Allison reflects on Christmas in Mayberry

My mother and her parents live in Mayberry USA. Well, it’s not really Mayberry. But Prairie Ridge, Iowa, is close. The sheriff’s deputy, who resembles a sober Otis, lives down the block from my grandparents. Miss Lucille Appleton, a church secretary, is the town’s version of Aunt Bea. And the school is full of little Opies.

The light poles along the two-block main street in Prairie Ridge are adorned with giant old-fashioned—or just plain old—ornaments. Despite their age all the lights work, so I credit city employees for making sure there are no burned out or broken bulbs. The windows of the stores and businesses are adorned with coordinated displays featuring icicle lights in the windows and overhangs, wreaths on the doors and a Christmas tree with multi-colored lights in the windows. Christmas music is piped ovnativityer loudspeakers hanging on a few light poles.

Central Park displays the nativity built, rebuilt, re-rebuilt and re-re-rebuilt over the years from plywood and anchored by bales of hay. On Christmas Eve, the life-size plastic Mary and Joseph are replaced with the real thing, a young couple who volunteers to withstand whatever weather Iowa throws at them. They’re surrounded by sheep, a docile dairy cow and a donkey provided by neighboring farmers. Choirs from the school and four churches in town take turns performing from noon to 6 p.m.

My grandma’s routine at Christmas hasn’t changed in 50 years. We bake dozens of sugar cookies for the church’s Christmas caroling party the Saturday before Christmas. How I manage to not nibble on the cookies is a Christmas miracle. The frosting, however, is a different story. Grandma hangs Christmas cards on the refrigerator with tiny ornament magnets that must be 100 years old. The tree—a real one from the Boy Scout tree farm—sits in front of the small picture window in the living room. The ornaments, like the magnets on the fridge, are vintage, right down to the large bulbs. Grandma says the little twinkle lights everyone else uses are too ordinary. No tinsel, no garland—they’re too garish, she says.

After driving by the park’s nativity scene on Christmas Eve, we go to church for the candlelight service. It’s a quiet yet joyful service; about 75 people attend, most over age 50. The half dozen kids sing their off-key rendition of “Silent Night”, but it’s still special and I wouldn’t miss it for anything. At the end of the service everyone gets a small brown paper bag filled with an apple, orange, in-the-shell peanuts, Hershey Kisses, Reese’s Peanut Butter Cups, and red and green spice gumdrops. When we took this tradition to our country church in Morris, Nebraska, when Dad was alive, he’d eat more Kisses than what he would put in the bags.

Grandma lets us open one Christmas present—which she picks out—before going to bed that night. Every year since we moved there after my dad died, the gift to both Mom and me has been matching flannel pajamas that Grandpa insists we wear to bed that night. He says the house is always too cold at night, but Grandma doesn’t want to run up the heating bill.

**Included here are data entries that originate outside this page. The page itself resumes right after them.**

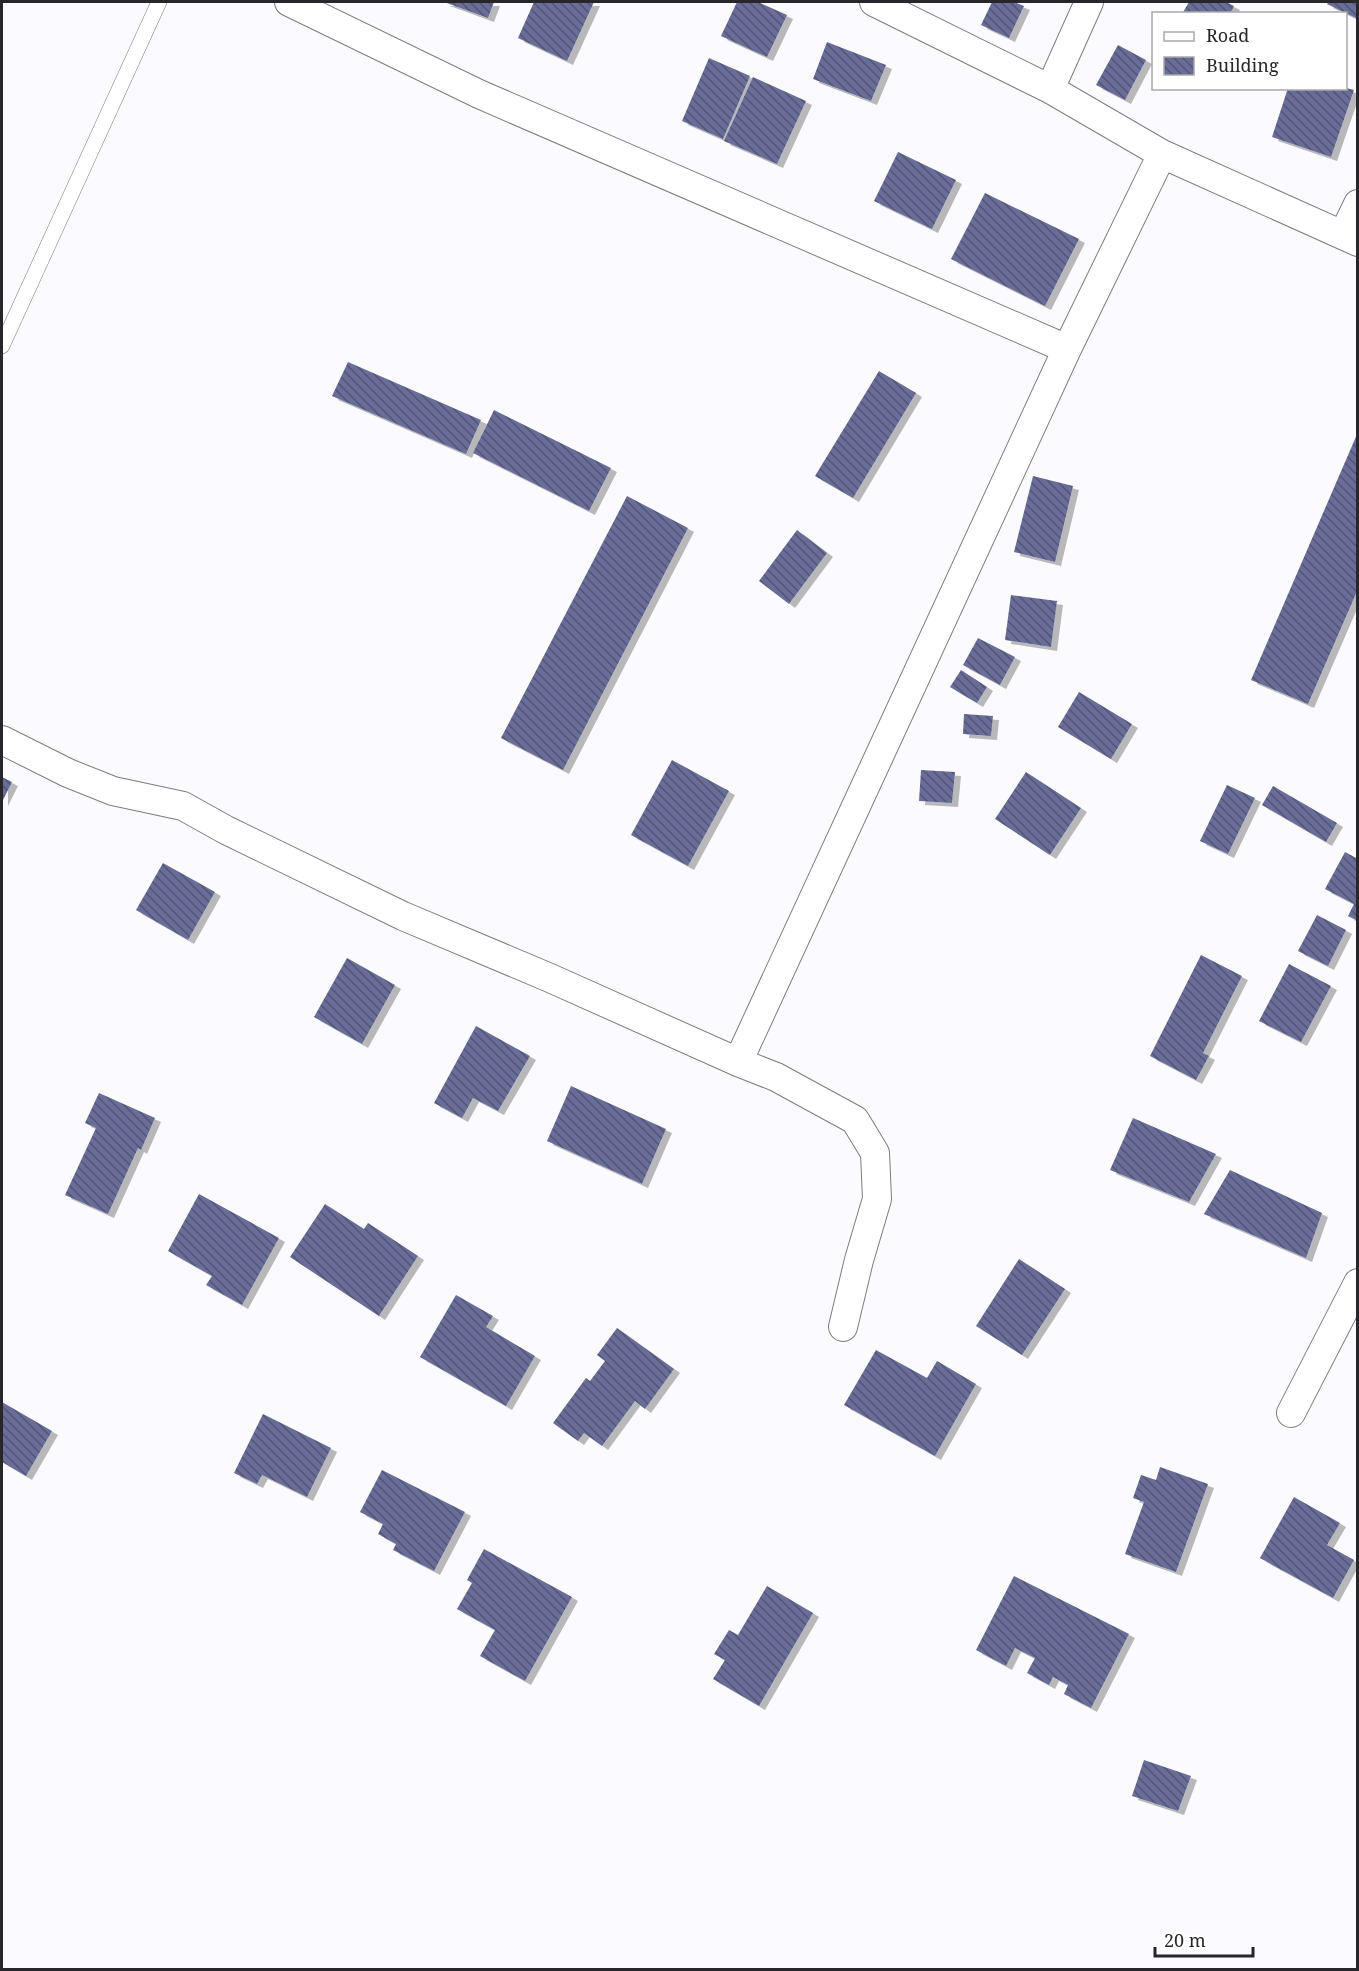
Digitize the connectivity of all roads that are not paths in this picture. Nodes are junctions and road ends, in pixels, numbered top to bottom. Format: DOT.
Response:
graph roads {
  1 [pos="159,2"];
  2 [pos="289,2"];
  3 [pos="874,2"];
  4 [pos="1089,2"];
  5 [pos="1050,89"];
  6 [pos="1162,154"];
  7 [pos="1358,204"];
  8 [pos="1350,238"];
  9 [pos="2,346"];
  10 [pos="1067,349"];
  11 [pos="2,740"];
  12 [pos="738,1062"];
  13 [pos="1358,1283"];
  14 [pos="843,1327"];
  15 [pos="1291,1413"];
  1 -- 9 [label="lane"];
  2 -- 10 [label="street"];
  3 -- 5 [label="street"];
  4 -- 5 [label="street"];
  5 -- 6 [label="street"];
  6 -- 8 [label="street"];
  6 -- 10 [label="street"];
  7 -- 8 [label="street"];
  10 -- 12 [label="street"];
  11 -- 12 [label="street"];
  12 -- 14 [label="street"];
  13 -- 15 [label="street"];
}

Christmas Day begins around 7 a.m. when Grandma puts on the coffee pot. I lounge around in bed until I smell the bacon. While Grandma usually serves just one thin strip of bacon, at Christmas she serves two. What indulgence! What bacon bliss! After the simple, sensible, yet thoughtful gifts have been opened, the women gather in the kitchen to work on Christmas dinner while Grandpa naps or reads the Prairie Ridge newspaper—again. Ham, scalloped potatoes, acorn squash soup, homemade yeast rolls, cherry pie and chocolate ice cream have become the standard menu, but that’s fine with me. I just gained 10 pounds thinking about that!

The rest of the day is a mix or chatter, eating and watching holiday-themed TV. That night, with all of us in our pajamas, Grandpa reads the Christmas story from Luke. I know most people think that’s a Christmas Eve tradition. But Grandpa says there’s too much “noise” on Christmas Eve to really hear the story. And he’s right. When all the presents are unwrapped and put away, the dishes are done (no dishwasher in this house!), and quiet has descended on us, the words of Luke 2 seep into our hearts.